Locke’s ideas were not independently conceived and then used to create a world that now appears inescapable. They were an expression and justification of processes already underway, including both the rolling back of the ancien régime in Europe and the rolling out of a new system of appropriation and exploitation abroad. “Fatefully,” Blakely writes, “[Locke’s] doctrines had a tight ideological fit with Europe’s burgeoning project of settler colonialism in the Americas.” This makes it sound as if the fit were just a coincidence, when it was more or less intentional.

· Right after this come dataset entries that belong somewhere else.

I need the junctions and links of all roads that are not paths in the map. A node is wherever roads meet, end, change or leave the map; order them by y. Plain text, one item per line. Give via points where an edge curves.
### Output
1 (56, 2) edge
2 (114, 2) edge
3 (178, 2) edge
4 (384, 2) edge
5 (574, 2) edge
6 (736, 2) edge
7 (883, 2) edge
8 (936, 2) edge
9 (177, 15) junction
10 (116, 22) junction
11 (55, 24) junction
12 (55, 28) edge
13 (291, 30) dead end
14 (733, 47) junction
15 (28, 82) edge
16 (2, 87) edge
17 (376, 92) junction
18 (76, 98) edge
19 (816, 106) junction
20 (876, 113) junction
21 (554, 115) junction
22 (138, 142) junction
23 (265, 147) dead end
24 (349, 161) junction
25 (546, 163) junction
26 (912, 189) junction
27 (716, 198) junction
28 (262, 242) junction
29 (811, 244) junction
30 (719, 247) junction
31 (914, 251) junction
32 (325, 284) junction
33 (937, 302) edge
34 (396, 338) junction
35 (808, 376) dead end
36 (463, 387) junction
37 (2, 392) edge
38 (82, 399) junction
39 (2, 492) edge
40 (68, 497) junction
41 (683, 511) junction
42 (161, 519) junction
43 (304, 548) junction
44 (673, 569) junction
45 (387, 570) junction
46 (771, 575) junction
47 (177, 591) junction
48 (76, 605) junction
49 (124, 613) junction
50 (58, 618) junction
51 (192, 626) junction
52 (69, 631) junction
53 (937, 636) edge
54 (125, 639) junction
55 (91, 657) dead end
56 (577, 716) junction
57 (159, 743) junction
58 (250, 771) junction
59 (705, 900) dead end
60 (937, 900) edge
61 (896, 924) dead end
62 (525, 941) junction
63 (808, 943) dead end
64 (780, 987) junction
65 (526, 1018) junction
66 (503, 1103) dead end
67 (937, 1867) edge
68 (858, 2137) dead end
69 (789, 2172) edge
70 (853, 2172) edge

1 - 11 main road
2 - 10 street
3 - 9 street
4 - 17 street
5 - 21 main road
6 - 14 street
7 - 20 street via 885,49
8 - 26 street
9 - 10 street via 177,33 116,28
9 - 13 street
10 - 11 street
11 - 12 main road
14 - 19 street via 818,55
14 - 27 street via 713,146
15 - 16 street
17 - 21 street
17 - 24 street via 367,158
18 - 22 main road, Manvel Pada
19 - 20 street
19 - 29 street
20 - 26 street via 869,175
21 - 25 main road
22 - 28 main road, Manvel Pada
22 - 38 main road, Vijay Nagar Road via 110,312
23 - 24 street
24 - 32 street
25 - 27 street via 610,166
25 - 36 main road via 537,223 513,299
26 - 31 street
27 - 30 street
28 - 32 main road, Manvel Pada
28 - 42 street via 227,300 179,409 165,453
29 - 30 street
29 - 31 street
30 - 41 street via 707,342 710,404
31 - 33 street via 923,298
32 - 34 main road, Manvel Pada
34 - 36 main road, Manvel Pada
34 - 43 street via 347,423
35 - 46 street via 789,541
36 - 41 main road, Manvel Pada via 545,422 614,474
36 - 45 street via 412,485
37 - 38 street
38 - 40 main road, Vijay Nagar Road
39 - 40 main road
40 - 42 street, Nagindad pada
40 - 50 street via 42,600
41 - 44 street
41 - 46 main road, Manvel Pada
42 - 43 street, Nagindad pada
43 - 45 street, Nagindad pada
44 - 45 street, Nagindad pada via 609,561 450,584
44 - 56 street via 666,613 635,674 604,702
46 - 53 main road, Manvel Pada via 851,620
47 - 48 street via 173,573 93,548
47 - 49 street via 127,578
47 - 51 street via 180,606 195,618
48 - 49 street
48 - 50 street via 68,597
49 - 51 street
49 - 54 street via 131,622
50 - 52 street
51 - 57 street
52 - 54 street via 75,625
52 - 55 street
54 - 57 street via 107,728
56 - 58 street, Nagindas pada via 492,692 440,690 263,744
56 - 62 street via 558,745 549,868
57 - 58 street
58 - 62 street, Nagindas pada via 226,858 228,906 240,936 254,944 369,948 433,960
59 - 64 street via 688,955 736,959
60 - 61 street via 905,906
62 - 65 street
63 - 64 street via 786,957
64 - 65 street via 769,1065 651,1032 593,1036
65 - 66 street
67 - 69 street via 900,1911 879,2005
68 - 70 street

In his treatment of white supremacy, Blakely is more amenable to the idea that ideologies can be products of unequal material conditions. Of Thomas Jefferson’s pseudo-scientific theories of Black inferiority, Blakely writes, “He is quite clearly justifying in theory what was already occurring around him in practice.” As the historian Barbara J. Fields and others have shown, the ideology of white supremacy—indeed the concept of race itself—did not justify slavery before the fact. Africans were kidnapped, shipped across the Atlantic, and forced along with their children into a lifetime of coerced labor because they could be and because the developing global system of trade and production depended on free labor. Ripped out of their cultural context and transplanted into an alien world, Africans could be more easily and more cheaply exploited. Systematic white supremacy emerged to justify and reproduce a system that could not otherwise be squared with Anglo-American liberal pretensions. Similarly, Fields writes, under feudalism, “The peasants did not fall under the dominion of the nobility by virtue of being perceived as innately inferior. On the contrary, they came to be perceived as innately inferior by virtue of having fallen under the nobility’s dominion.”

Even in his discussion of white supremacy, though, Blakely tends to emphasize the worldmaking character of ideology at the cost of the ideology-making character of domination. “A cultural approach to ideology,” he writes, “makes clear how Jefferson’s pseudo-scientific speculations remain naive to the ability of ideological maps to create a world in their own image.” But this cultural approach too often suggests that it is the “creative,” “poetic” work of individual thinkers like Locke and Jefferson that is responsible for distorted perceptions of reality when these are more often the expressions of systems of domination. In such cases, we rely on ideologies not to create new worlds but to perpetuate the world as it already is.

We rely on ideologies not to create new worlds but to perpetuate the world as it already is.

 

In the 1960s, a debate broke out between the hermeneut Gadamer and the renowned German critical theorist Jürgen Habermas. Habermas accepted many of the tenets of hermeneutics but rejected Gadamer’s claims about the impossibility of transcending the hermeneutic point of view. Gadamer had sought to combat the Enlightenment’s dogmatic view of reason and its disdain for tradition and prejudice. Prejudice, or pre-judgments, are—like ideologies in Blakely’s analysis of politics—necessary preconditions for any kind of understanding. We can’t do without them.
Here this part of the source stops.